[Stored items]

────────────────────────────────────────

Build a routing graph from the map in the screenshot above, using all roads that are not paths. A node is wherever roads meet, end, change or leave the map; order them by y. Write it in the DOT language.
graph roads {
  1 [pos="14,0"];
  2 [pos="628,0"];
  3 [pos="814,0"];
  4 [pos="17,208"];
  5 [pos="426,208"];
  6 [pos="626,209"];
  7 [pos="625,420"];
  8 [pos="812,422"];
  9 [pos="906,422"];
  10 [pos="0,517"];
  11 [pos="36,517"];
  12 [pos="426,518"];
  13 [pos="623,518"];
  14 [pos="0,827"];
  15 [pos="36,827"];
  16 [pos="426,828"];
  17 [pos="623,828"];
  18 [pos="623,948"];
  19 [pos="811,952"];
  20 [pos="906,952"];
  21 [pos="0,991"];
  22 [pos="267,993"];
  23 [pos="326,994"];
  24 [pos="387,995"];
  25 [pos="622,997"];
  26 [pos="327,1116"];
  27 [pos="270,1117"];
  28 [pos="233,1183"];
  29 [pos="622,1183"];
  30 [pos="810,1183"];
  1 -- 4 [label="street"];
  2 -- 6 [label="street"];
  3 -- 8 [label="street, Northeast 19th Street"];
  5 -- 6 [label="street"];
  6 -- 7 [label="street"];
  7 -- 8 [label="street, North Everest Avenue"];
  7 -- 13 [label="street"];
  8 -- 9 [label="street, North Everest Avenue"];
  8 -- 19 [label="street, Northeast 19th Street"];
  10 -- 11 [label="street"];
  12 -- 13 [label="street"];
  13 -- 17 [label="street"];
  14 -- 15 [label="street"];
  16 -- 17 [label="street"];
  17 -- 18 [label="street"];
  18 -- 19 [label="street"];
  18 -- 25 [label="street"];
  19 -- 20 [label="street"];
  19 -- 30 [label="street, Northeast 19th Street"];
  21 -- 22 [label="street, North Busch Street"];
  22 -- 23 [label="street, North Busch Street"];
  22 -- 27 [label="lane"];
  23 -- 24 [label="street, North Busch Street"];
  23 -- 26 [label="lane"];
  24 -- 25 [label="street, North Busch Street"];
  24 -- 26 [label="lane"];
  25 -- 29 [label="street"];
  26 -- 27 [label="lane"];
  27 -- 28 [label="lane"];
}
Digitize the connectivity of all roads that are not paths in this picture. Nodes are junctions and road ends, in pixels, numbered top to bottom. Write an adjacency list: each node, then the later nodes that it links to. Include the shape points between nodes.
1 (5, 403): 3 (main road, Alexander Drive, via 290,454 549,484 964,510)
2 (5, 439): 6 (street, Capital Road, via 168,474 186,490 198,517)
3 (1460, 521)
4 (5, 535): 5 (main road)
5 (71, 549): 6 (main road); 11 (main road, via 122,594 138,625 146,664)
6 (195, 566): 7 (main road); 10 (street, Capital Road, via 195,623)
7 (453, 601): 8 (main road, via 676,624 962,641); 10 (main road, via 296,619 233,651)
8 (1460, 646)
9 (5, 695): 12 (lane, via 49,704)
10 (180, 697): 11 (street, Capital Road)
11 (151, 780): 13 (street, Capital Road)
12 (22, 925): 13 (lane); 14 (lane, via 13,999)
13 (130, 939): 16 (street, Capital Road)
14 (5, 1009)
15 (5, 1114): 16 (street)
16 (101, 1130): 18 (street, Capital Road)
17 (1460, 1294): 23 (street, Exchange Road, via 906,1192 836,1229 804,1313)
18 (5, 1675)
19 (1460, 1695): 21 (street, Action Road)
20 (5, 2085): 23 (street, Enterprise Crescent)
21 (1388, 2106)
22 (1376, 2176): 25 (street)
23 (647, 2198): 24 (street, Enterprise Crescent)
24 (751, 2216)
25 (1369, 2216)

────────────────────────────────────────

§ **EXERCISE DIRECTIONS**
Could the entries above be output once more, exactly as they are?

§ **TASK RESPONSE**
Build a routing graph from the map in the screenshot above, using all roads that are not paths. A node is wherever roads meet, end, change or leave the map; order them by y. Write it in the DOT language.
graph roads {
  1 [pos="14,0"];
  2 [pos="628,0"];
  3 [pos="814,0"];
  4 [pos="17,208"];
  5 [pos="426,208"];
  6 [pos="626,209"];
  7 [pos="625,420"];
  8 [pos="812,422"];
  9 [pos="906,422"];
  10 [pos="0,517"];
  11 [pos="36,517"];
  12 [pos="426,518"];
  13 [pos="623,518"];
  14 [pos="0,827"];
  15 [pos="36,827"];
  16 [pos="426,828"];
  17 [pos="623,828"];
  18 [pos="623,948"];
  19 [pos="811,952"];
  20 [pos="906,952"];
  21 [pos="0,991"];
  22 [pos="267,993"];
  23 [pos="326,994"];
  24 [pos="387,995"];
  25 [pos="622,997"];
  26 [pos="327,1116"];
  27 [pos="270,1117"];
  28 [pos="233,1183"];
  29 [pos="622,1183"];
  30 [pos="810,1183"];
  1 -- 4 [label="street"];
  2 -- 6 [label="street"];
  3 -- 8 [label="street, Northeast 19th Street"];
  5 -- 6 [label="street"];
  6 -- 7 [label="street"];
  7 -- 8 [label="street, North Everest Avenue"];
  7 -- 13 [label="street"];
  8 -- 9 [label="street, North Everest Avenue"];
  8 -- 19 [label="street, Northeast 19th Street"];
  10 -- 11 [label="street"];
  12 -- 13 [label="street"];
  13 -- 17 [label="street"];
  14 -- 15 [label="street"];
  16 -- 17 [label="street"];
  17 -- 18 [label="street"];
  18 -- 19 [label="street"];
  18 -- 25 [label="street"];
  19 -- 20 [label="street"];
  19 -- 30 [label="street, Northeast 19th Street"];
  21 -- 22 [label="street, North Busch Street"];
  22 -- 23 [label="street, North Busch Street"];
  22 -- 27 [label="lane"];
  23 -- 24 [label="street, North Busch Street"];
  23 -- 26 [label="lane"];
  24 -- 25 [label="street, North Busch Street"];
  24 -- 26 [label="lane"];
  25 -- 29 [label="street"];
  26 -- 27 [label="lane"];
  27 -- 28 [label="lane"];
}
Digitize the connectivity of all roads that are not paths in this picture. Nodes are junctions and road ends, in pixels, numbered top to bottom. Write an adjacency list: each node, then the later nodes that it links to. Include the shape points between nodes.
1 (5, 403): 3 (main road, Alexander Drive, via 290,454 549,484 964,510)
2 (5, 439): 6 (street, Capital Road, via 168,474 186,490 198,517)
3 (1460, 521)
4 (5, 535): 5 (main road)
5 (71, 549): 6 (main road); 11 (main road, via 122,594 138,625 146,664)
6 (195, 566): 7 (main road); 10 (street, Capital Road, via 195,623)
7 (453, 601): 8 (main road, via 676,624 962,641); 10 (main road, via 296,619 233,651)
8 (1460, 646)
9 (5, 695): 12 (lane, via 49,704)
10 (180, 697): 11 (street, Capital Road)
11 (151, 780): 13 (street, Capital Road)
12 (22, 925): 13 (lane); 14 (lane, via 13,999)
13 (130, 939): 16 (street, Capital Road)
14 (5, 1009)
15 (5, 1114): 16 (street)
16 (101, 1130): 18 (street, Capital Road)
17 (1460, 1294): 23 (street, Exchange Road, via 906,1192 836,1229 804,1313)
18 (5, 1675)
19 (1460, 1695): 21 (street, Action Road)
20 (5, 2085): 23 (street, Enterprise Crescent)
21 (1388, 2106)
22 (1376, 2176): 25 (street)
23 (647, 2198): 24 (street, Enterprise Crescent)
24 (751, 2216)
25 (1369, 2216)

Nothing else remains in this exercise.